Description of the task:
Word for word, restate the data that follows, omitting the images.

Records shown:
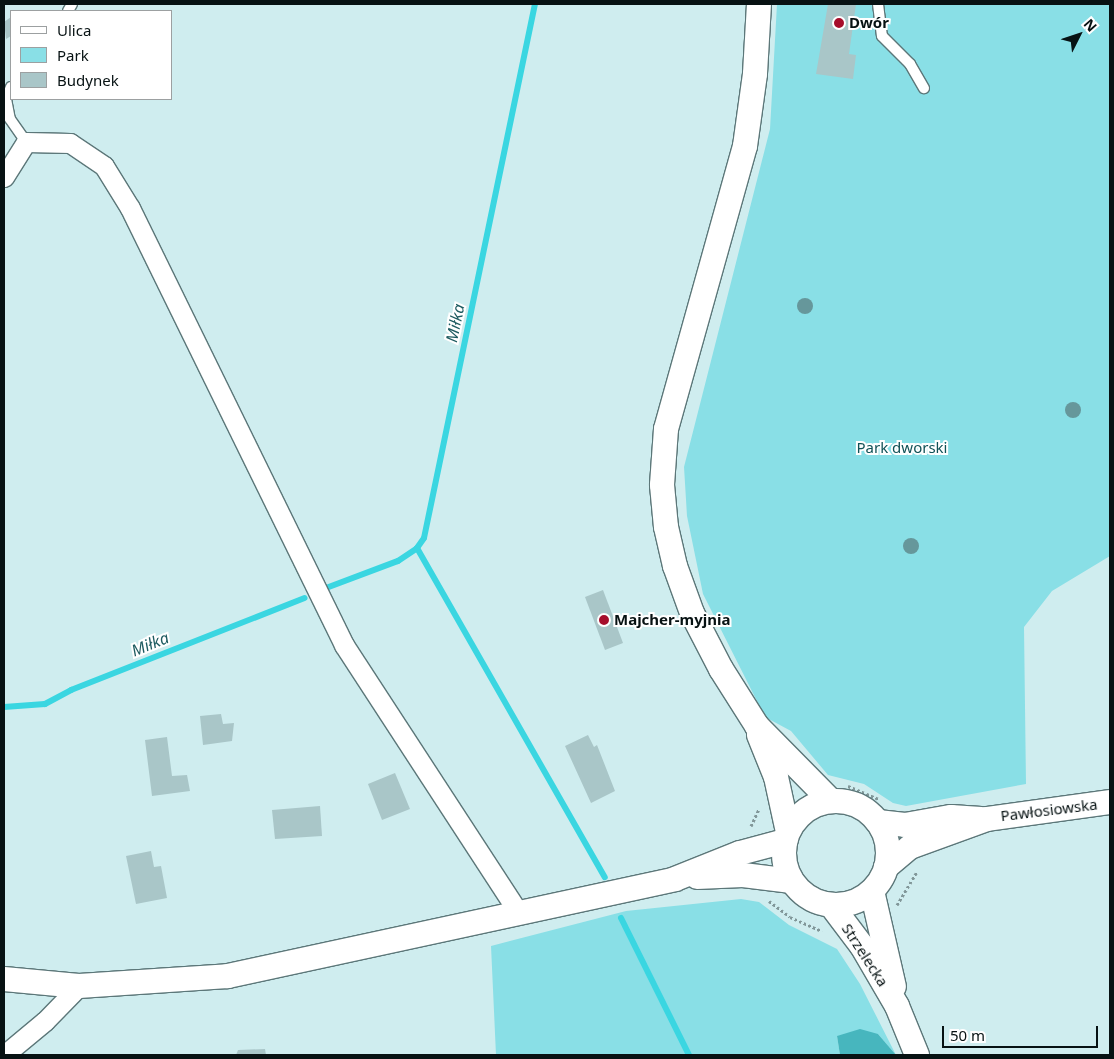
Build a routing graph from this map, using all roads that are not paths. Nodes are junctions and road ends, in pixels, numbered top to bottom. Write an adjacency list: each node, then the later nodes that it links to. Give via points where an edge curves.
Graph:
1 (759, 4): 7 (street, via 755,74 744,146 666,429 662,485 674,566 692,613)
2 (878, 4): 4 (lane, via 882,36 910,64)
3 (10, 88): 5 (lane, via 6,98 10,119)
4 (924, 88)
5 (26, 142): 6 (street); 18 (street, via 70,143 104,166 130,208 344,645)
6 (4, 177)
7 (757, 726): 8 (street); 12 (street, via 776,777)
8 (838, 793): 10 (street, via 857,805); 12 (street, via 810,808)
9 (1110, 802): 11 (street, Pawłosiowska)
10 (880, 812): 11 (street, Pawłosiowska, via 905,825 951,817); 13 (street, via 888,851)
11 (987, 819): 13 (street, Pawłosiowska, via 910,847)
12 (787, 836): 14 (street); 15 (street, via 785,862)
13 (886, 867): 16 (street)
14 (675, 879): 15 (street, via 743,875); 18 (street)
15 (792, 881): 17 (street, via 809,897)
16 (872, 891): 17 (street, via 860,899); 21 (street, Strzelecka)
17 (831, 905): 21 (street, Strzelecka, via 862,946)
18 (519, 913): 20 (street, via 228,976)
19 (4, 979): 20 (street)
20 (79, 986): 22 (street, via 45,1021)
21 (897, 1006): 23 (street, Strzelecka)
22 (4, 1055)
23 (917, 1055)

Your solution:
Build a routing graph from this map, using all roads that are not paths. Nodes are junctions and road ends, in pixels, numbered top to bottom. Write an adjacency list: each node, then the later nodes that it links to. Give via points where an edge curves.
Graph:
1 (759, 4): 7 (street, via 755,74 744,146 666,429 662,485 674,566 692,613)
2 (878, 4): 4 (lane, via 882,36 910,64)
3 (10, 88): 5 (lane, via 6,98 10,119)
4 (924, 88)
5 (26, 142): 6 (street); 18 (street, via 70,143 104,166 130,208 344,645)
6 (4, 177)
7 (757, 726): 8 (street); 12 (street, via 776,777)
8 (838, 793): 10 (street, via 857,805); 12 (street, via 810,808)
9 (1110, 802): 11 (street, Pawłosiowska)
10 (880, 812): 11 (street, Pawłosiowska, via 905,825 951,817); 13 (street, via 888,851)
11 (987, 819): 13 (street, Pawłosiowska, via 910,847)
12 (787, 836): 14 (street); 15 (street, via 785,862)
13 (886, 867): 16 (street)
14 (675, 879): 15 (street, via 743,875); 18 (street)
15 (792, 881): 17 (street, via 809,897)
16 (872, 891): 17 (street, via 860,899); 21 (street, Strzelecka)
17 (831, 905): 21 (street, Strzelecka, via 862,946)
18 (519, 913): 20 (street, via 228,976)
19 (4, 979): 20 (street)
20 (79, 986): 22 (street, via 45,1021)
21 (897, 1006): 23 (street, Strzelecka)
22 (4, 1055)
23 (917, 1055)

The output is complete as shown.